» YOUR ASSIGNMENT
The records below are to be repeated exactly, minus any pictures.

» Collected data
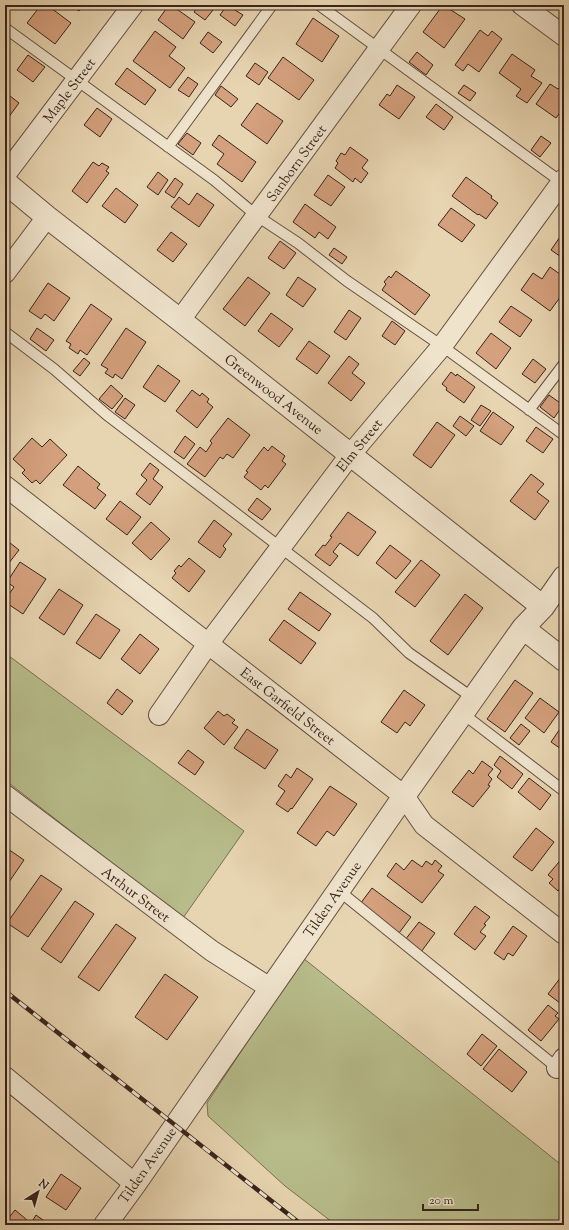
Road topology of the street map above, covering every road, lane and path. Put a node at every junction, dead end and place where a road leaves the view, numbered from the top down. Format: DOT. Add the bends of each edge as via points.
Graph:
graph roads {
  1 [pos="132,5"];
  2 [pos="272,5"];
  3 [pos="319,5"];
  4 [pos="411,5"];
  5 [pos="522,5"];
  6 [pos="5,28"];
  7 [pos="564,36"];
  8 [pos="379,49"];
  9 [pos="76,80"];
  10 [pos="168,147"];
  11 [pos="5,175"];
  12 [pos="5,182"];
  13 [pos="563,182"];
  14 [pos="257,216"];
  15 [pos="46,217"];
  16 [pos="5,273"];
  17 [pos="180,320"];
  18 [pos="5,332"];
  19 [pos="442,346"];
  20 [pos="564,364"];
  21 [pos="529,410"];
  22 [pos="564,435"];
  23 [pos="350,455"];
  24 [pos="5,486"];
  25 [pos="280,548"];
  26 [pos="564,577"];
  27 [pos="543,607"];
  28 [pos="523,628"];
  29 [pos="208,644"];
  30 [pos="564,660"];
  31 [pos="468,706"];
  32 [pos="158,714"];
  33 [pos="564,791"];
  34 [pos="5,795"];
  35 [pos="404,796"];
  36 [pos="338,890"];
  37 [pos="564,934"];
  38 [pos="270,988"];
  39 [pos="562,1066"];
  40 [pos="5,1077"];
  41 [pos="135,1184"];
  42 [pos="105,1225"];
  1 -- 9 [label="street, Maple Street"];
  2 -- 10 [label="lane"];
  3 -- 8 [label="lane"];
  4 -- 8 [label="street, Sanborn Street"];
  5 -- 7 [label="street"];
  6 -- 9 [label="lane"];
  8 -- 13 [label="lane"];
  8 -- 14 [label="street, Sanborn Street"];
  9 -- 10 [label="lane"];
  9 -- 11 [label="street, Maple Street"];
  10 -- 14 [label="lane" via="214,180"];
  12 -- 15 [label="street, Greenwood Avenue"];
  13 -- 19 [label="street, Elm Street"];
  14 -- 17 [label="street, Sanborn Street"];
  14 -- 19 [label="lane"];
  15 -- 16 [label="street"];
  15 -- 17 [label="street, Greenwood Avenue"];
  17 -- 23 [label="street, Greenwood Avenue"];
  18 -- 25 [label="lane" via="54,369 107,415"];
  19 -- 21 [label="lane"];
  19 -- 23 [label="street, Elm Street"];
  20 -- 21 [label="lane"];
  21 -- 22 [label="lane"];
  23 -- 25 [label="street, Elm Street"];
  23 -- 27 [label="street, Greenwood Avenue"];
  24 -- 29 [label="street, East Garfield Street"];
  25 -- 29 [label="street, Elm Street"];
  25 -- 31 [label="lane" via="373,618"];
  26 -- 27 [label="street, Tilden Avenue"];
  27 -- 28 [label="street, Tilden Avenue"];
  28 -- 30 [label="street"];
  28 -- 31 [label="street, Tilden Avenue"];
  29 -- 32 [label="street, Elm Street"];
  29 -- 35 [label="street, East Garfield Street"];
  31 -- 33 [label="lane"];
  31 -- 35 [label="street, Tilden Avenue"];
  34 -- 38 [label="street, Arthur Street" via="212,951"];
  35 -- 36 [label="street, Tilden Avenue"];
  35 -- 37 [label="street, East Garfield Street" via="424,825"];
  36 -- 38 [label="street, Tilden Avenue"];
  36 -- 39 [label="lane"];
  38 -- 41 [label="street, Tilden Avenue"];
  40 -- 41 [label="street"];
  41 -- 42 [label="street, Tilden Avenue"];
}
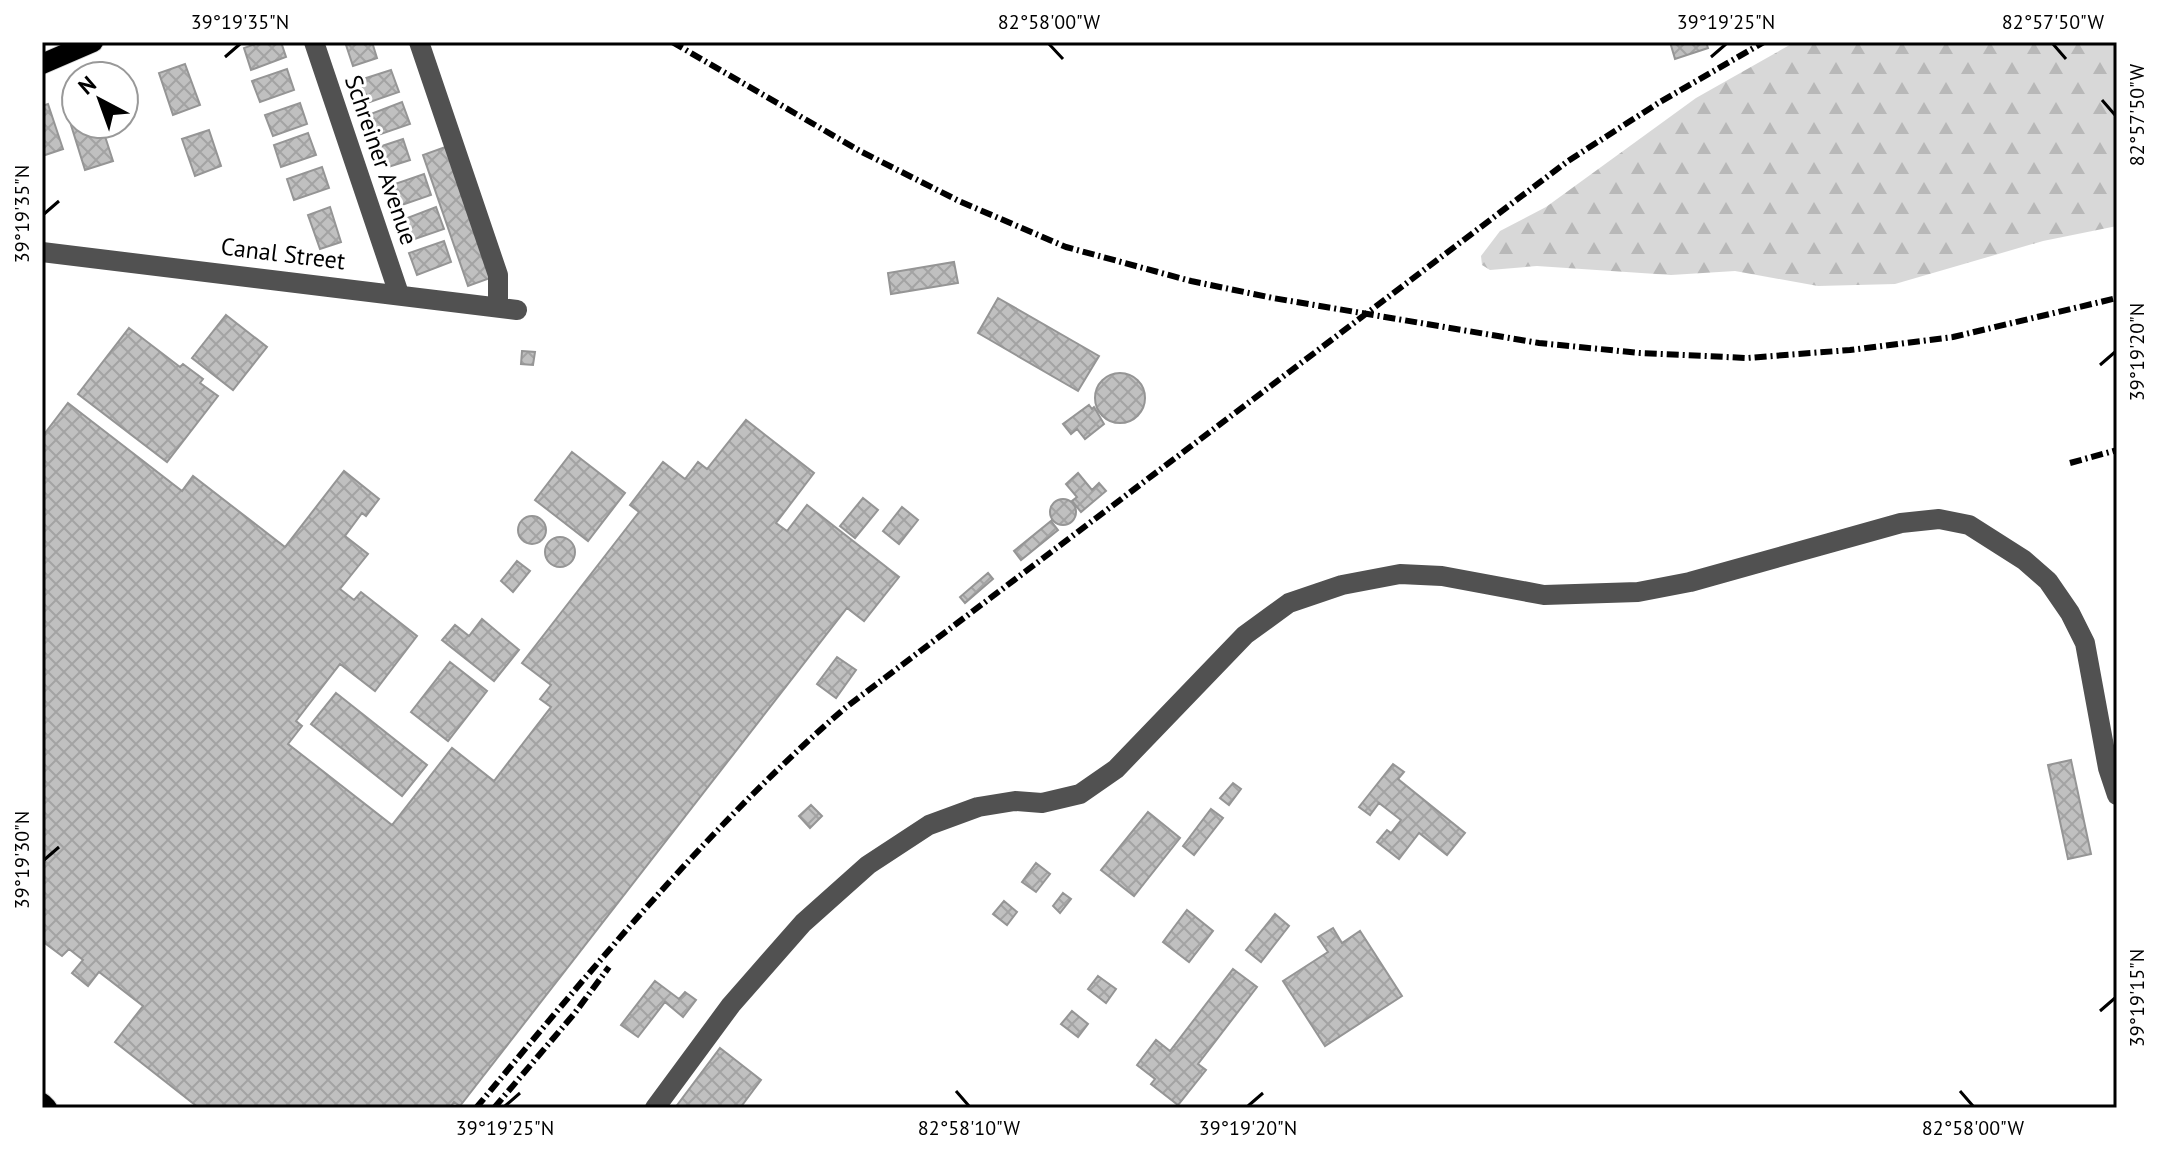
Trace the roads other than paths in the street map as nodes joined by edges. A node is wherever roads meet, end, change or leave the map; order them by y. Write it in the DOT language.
graph roads {
  1 [pos="93,42"];
  2 [pos="314,42"];
  3 [pos="419,42"];
  4 [pos="42,64"];
  5 [pos="42,252"];
  6 [pos="399,294"];
  7 [pos="2117,795"];
  8 [pos="42,1103"];
  9 [pos="47,1108"];
  10 [pos="655,1108"];
  1 -- 4 [label="main road"];
  2 -- 6 [label="street, Schreiner Avenue"];
  3 -- 6 [label="street, Canal Street"];
  5 -- 6 [label="street, Canal Street"];
  7 -- 10 [label="street"];
  8 -- 9 [label="main road"];
}
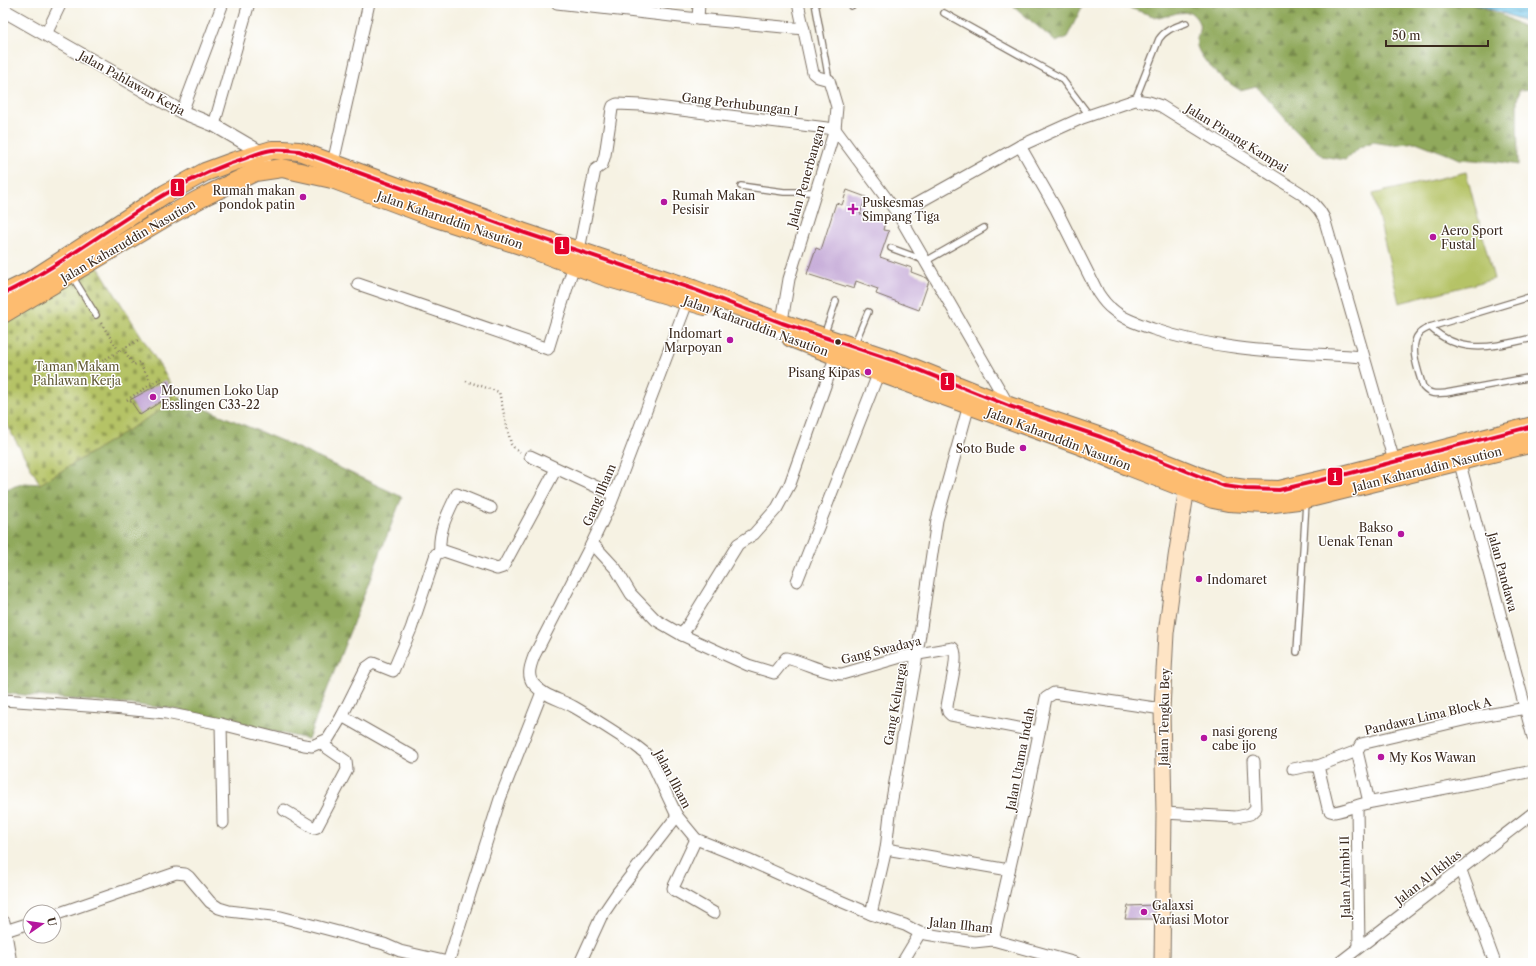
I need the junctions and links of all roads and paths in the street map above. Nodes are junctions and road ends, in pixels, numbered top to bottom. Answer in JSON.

» EXERCISE OUTPUT
Road topology of the street map above, covering every road, lane and path. Put a node at every junction, dead end and place where a road leaves the view, numbered from the top down. Format: DOT. Add the bends of each edge as via points.
Graph:
graph roads {
  1 [pos="132,5"];
  2 [pos="272,5"];
  3 [pos="319,5"];
  4 [pos="411,5"];
  5 [pos="522,5"];
  6 [pos="5,28"];
  7 [pos="564,36"];
  8 [pos="379,49"];
  9 [pos="76,80"];
  10 [pos="168,147"];
  11 [pos="5,175"];
  12 [pos="5,182"];
  13 [pos="563,182"];
  14 [pos="257,216"];
  15 [pos="46,217"];
  16 [pos="5,273"];
  17 [pos="180,320"];
  18 [pos="5,332"];
  19 [pos="442,346"];
  20 [pos="564,364"];
  21 [pos="529,410"];
  22 [pos="564,435"];
  23 [pos="350,455"];
  24 [pos="5,486"];
  25 [pos="280,548"];
  26 [pos="564,577"];
  27 [pos="543,607"];
  28 [pos="523,628"];
  29 [pos="208,644"];
  30 [pos="564,660"];
  31 [pos="468,706"];
  32 [pos="158,714"];
  33 [pos="564,791"];
  34 [pos="5,795"];
  35 [pos="404,796"];
  36 [pos="338,890"];
  37 [pos="564,934"];
  38 [pos="270,988"];
  39 [pos="562,1066"];
  40 [pos="5,1077"];
  41 [pos="135,1184"];
  42 [pos="105,1225"];
  1 -- 9 [label="street, Maple Street"];
  2 -- 10 [label="lane"];
  3 -- 8 [label="lane"];
  4 -- 8 [label="street, Sanborn Street"];
  5 -- 7 [label="street"];
  6 -- 9 [label="lane"];
  8 -- 13 [label="lane"];
  8 -- 14 [label="street, Sanborn Street"];
  9 -- 10 [label="lane"];
  9 -- 11 [label="street, Maple Street"];
  10 -- 14 [label="lane" via="214,180"];
  12 -- 15 [label="street, Greenwood Avenue"];
  13 -- 19 [label="street, Elm Street"];
  14 -- 17 [label="street, Sanborn Street"];
  14 -- 19 [label="lane"];
  15 -- 16 [label="street"];
  15 -- 17 [label="street, Greenwood Avenue"];
  17 -- 23 [label="street, Greenwood Avenue"];
  18 -- 25 [label="lane" via="54,369 107,415"];
  19 -- 21 [label="lane"];
  19 -- 23 [label="street, Elm Street"];
  20 -- 21 [label="lane"];
  21 -- 22 [label="lane"];
  23 -- 25 [label="street, Elm Street"];
  23 -- 27 [label="street, Greenwood Avenue"];
  24 -- 29 [label="street, East Garfield Street"];
  25 -- 29 [label="street, Elm Street"];
  25 -- 31 [label="lane" via="373,618"];
  26 -- 27 [label="street, Tilden Avenue"];
  27 -- 28 [label="street, Tilden Avenue"];
  28 -- 30 [label="street"];
  28 -- 31 [label="street, Tilden Avenue"];
  29 -- 32 [label="street, Elm Street"];
  29 -- 35 [label="street, East Garfield Street"];
  31 -- 33 [label="lane"];
  31 -- 35 [label="street, Tilden Avenue"];
  34 -- 38 [label="street, Arthur Street" via="212,951"];
  35 -- 36 [label="street, Tilden Avenue"];
  35 -- 37 [label="street, East Garfield Street" via="424,825"];
  36 -- 38 [label="street, Tilden Avenue"];
  36 -- 39 [label="lane"];
  38 -- 41 [label="street, Tilden Avenue"];
  40 -- 41 [label="street"];
  41 -- 42 [label="street, Tilden Avenue"];
}
Trace the roads other than paths in the street map as nodes joined by edges. A node is wherever roads meet, end, change or leave the map; order them by y. Write it in the DOT language.
graph roads {
  1 [pos="93,42"];
  2 [pos="314,42"];
  3 [pos="419,42"];
  4 [pos="42,64"];
  5 [pos="42,252"];
  6 [pos="399,294"];
  7 [pos="2117,795"];
  8 [pos="42,1103"];
  9 [pos="47,1108"];
  10 [pos="655,1108"];
  1 -- 4 [label="main road"];
  2 -- 6 [label="street, Schreiner Avenue"];
  3 -- 6 [label="street, Canal Street"];
  5 -- 6 [label="street, Canal Street"];
  7 -- 10 [label="street"];
  8 -- 9 [label="main road"];
}
I need the junctions and links of all roads and paths in the street map above. Nodes are junctions and road ends, in pixels, numbered top to bottom. Answer in JSON.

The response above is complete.